El art. 790.6, párrafo sexto (hoy 784) de la LECr. ordena que al acordarse la apertura del Juicio Oral, igualmente se dará traslado a los defensores y terceros responsables si los hubiere, de los escritos de acusación, para que, dentro del término de cinco días, comparezcan ante el Juzgado de lo Penal o la Audiencia Provincial y formulen los escritos defensa con proposición de pruebas.

El Juzgado de instrucción por auto de 5-7-02 declaró abierto el Juicio Oral y ordenó el traslado de los escritos de acusación a las defensas a los efectos dichos, y con la misma fecha dictó providencia en la que decía: Se significa a las partes que las actuaciones están a su disposición para sacar copia en esta secretaría.

La providencia del mismo Juzgado de 9-7-02, después de tener por designados a los Letrados y Procuradores de las partes, requería a los Procuradores de las defensas para que en el plazo común de cinco días formularan escritos de defensa, añadiendo que se significa a las partes que previamente la causa se encontrará a su disposición en esta secretaría por TRES DIAS para sacar las correspondientes copias.

En 11-7-02 la representación del acusado D. Luis Alberto , manifestando que le había sido notificada en 9 del corriente, recurrió en reforma tal resolución, alegando no ser posible en el plazo sacar las fotocopias, solicitando por otrosí que dado el volumen de la causa se amplíe en su caso el plazo concedido al de diez días, aún cuando lo fuere conjunto con la defensa del otro imputado (por ser los Letrados compañeros de despacho).

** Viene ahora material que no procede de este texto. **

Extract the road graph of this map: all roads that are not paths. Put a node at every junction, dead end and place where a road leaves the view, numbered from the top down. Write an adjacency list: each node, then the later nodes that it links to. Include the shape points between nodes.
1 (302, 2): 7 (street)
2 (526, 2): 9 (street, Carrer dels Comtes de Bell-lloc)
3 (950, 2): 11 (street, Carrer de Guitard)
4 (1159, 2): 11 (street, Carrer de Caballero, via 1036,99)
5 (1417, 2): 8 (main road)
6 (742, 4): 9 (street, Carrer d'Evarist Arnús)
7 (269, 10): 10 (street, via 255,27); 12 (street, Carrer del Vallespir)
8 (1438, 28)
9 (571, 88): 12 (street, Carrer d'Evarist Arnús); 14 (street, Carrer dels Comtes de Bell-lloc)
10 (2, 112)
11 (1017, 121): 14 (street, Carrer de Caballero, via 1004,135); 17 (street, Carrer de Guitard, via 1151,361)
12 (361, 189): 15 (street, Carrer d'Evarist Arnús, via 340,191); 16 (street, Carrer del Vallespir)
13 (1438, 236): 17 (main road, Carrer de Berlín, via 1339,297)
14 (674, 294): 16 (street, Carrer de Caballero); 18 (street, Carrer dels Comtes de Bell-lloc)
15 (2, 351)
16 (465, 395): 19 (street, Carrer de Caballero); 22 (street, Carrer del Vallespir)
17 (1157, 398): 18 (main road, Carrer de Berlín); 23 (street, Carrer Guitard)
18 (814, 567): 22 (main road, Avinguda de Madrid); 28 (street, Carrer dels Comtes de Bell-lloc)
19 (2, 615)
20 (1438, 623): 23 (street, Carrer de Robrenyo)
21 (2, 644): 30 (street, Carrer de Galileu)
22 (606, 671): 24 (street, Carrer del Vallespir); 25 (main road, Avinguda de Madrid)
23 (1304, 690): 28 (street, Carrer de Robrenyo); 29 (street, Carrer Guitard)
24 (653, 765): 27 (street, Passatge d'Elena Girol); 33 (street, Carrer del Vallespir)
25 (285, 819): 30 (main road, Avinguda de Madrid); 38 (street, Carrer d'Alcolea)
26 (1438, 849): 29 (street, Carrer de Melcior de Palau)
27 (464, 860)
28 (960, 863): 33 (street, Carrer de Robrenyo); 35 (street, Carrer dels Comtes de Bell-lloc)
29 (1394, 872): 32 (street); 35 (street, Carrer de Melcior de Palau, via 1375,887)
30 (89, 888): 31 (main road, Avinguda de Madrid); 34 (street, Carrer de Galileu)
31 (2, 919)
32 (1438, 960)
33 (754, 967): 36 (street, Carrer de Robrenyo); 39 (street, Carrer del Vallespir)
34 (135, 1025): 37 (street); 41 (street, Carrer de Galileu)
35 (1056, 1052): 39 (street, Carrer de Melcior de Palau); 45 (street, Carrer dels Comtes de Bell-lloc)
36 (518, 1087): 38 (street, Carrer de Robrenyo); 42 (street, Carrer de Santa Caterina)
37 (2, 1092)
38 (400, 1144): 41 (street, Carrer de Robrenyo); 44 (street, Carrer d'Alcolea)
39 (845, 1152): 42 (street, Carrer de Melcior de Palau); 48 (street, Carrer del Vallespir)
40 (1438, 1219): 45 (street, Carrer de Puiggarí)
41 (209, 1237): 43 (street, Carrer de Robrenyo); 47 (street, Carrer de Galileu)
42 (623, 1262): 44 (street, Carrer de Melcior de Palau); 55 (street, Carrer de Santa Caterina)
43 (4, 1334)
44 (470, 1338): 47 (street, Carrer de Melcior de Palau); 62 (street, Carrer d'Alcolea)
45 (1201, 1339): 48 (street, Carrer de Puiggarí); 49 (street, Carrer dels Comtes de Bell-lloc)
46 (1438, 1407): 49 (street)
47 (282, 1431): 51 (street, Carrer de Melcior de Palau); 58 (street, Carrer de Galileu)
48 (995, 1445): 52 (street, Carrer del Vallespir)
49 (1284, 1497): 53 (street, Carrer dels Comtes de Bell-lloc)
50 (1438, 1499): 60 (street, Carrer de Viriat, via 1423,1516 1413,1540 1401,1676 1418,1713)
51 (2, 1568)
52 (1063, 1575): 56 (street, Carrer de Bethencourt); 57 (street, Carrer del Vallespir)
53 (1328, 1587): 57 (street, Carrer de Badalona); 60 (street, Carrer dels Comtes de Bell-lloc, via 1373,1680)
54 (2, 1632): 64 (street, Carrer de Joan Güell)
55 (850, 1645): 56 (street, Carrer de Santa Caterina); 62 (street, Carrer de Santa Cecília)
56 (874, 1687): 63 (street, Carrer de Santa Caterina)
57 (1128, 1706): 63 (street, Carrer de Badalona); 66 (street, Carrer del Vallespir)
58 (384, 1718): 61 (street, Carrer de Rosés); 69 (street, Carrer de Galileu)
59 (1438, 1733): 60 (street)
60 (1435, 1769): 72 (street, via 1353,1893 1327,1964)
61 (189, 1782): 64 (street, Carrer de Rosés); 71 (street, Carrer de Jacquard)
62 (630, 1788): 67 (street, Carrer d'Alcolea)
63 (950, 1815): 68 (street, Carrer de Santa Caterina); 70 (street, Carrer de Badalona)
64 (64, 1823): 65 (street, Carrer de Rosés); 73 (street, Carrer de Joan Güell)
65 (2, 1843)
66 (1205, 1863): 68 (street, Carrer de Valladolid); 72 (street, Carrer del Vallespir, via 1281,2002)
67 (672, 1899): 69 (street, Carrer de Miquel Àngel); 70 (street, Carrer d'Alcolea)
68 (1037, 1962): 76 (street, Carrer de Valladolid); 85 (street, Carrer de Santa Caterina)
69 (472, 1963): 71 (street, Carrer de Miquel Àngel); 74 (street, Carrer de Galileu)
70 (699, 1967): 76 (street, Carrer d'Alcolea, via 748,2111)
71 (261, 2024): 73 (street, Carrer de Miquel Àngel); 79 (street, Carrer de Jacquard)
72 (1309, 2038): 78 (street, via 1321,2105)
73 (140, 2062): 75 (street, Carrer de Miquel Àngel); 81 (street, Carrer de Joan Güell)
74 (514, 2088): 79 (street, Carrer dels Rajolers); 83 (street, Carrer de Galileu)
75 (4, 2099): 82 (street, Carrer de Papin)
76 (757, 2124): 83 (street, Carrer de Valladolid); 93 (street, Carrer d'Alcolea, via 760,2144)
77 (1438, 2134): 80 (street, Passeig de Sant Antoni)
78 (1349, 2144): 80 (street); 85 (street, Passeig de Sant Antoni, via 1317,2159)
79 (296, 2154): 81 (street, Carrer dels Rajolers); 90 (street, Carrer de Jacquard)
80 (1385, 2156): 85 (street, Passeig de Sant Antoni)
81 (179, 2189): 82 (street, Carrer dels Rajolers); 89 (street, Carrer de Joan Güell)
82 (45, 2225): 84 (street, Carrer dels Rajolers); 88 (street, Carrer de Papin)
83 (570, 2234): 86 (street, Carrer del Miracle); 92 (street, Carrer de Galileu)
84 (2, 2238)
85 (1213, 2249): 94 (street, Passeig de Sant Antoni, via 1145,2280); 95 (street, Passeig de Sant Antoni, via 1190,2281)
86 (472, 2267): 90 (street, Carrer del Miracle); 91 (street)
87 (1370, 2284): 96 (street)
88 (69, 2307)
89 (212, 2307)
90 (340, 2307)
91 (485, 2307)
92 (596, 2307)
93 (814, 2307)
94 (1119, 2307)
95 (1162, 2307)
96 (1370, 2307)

El Juzgado por providencia de 12-7-02, si bien no admitió a trámite el recurso por las razones que expresó, estimando que el plazo dado a las partes pudiera ser insuficiente, lo amplió en diez días desde la fecha de la notificación de la presente resolución. Siendo efectuada la notificación en 15- 7-02 al Procurador del recurrente, quien presentó el correspondiente escrito de defensa -con las observaciones que consideró oportunas- en 23-7-02, sin que conste que hubiere sido recurrida tal última resolución.

Lo acontecido revela el problema que se plantea con harta frecuencia en las Secretarías de los Tribunales cuando el volumen de los autos y las numerosas partes comparecidas desbordan las posibilidades logísticas impuestas por una precariedad de medios padecida de modo pertinaz, y contra la que el órgano jurisdiccional se ve impotente, tratando de cumplir el mandato legal de dar traslado (simultáneo) de lo actuado, de modo que se ve obligado a recurrir a soluciones, para cuyo éxito ha de contar con la colaboración de los profesionales representantes de las partes, partícipes de la función pública de la Admón. de Justicia y del fin supremo de Justicia a que la Abogacía se halla vinculada (art. 30 del Estatuto General de la Abogacía).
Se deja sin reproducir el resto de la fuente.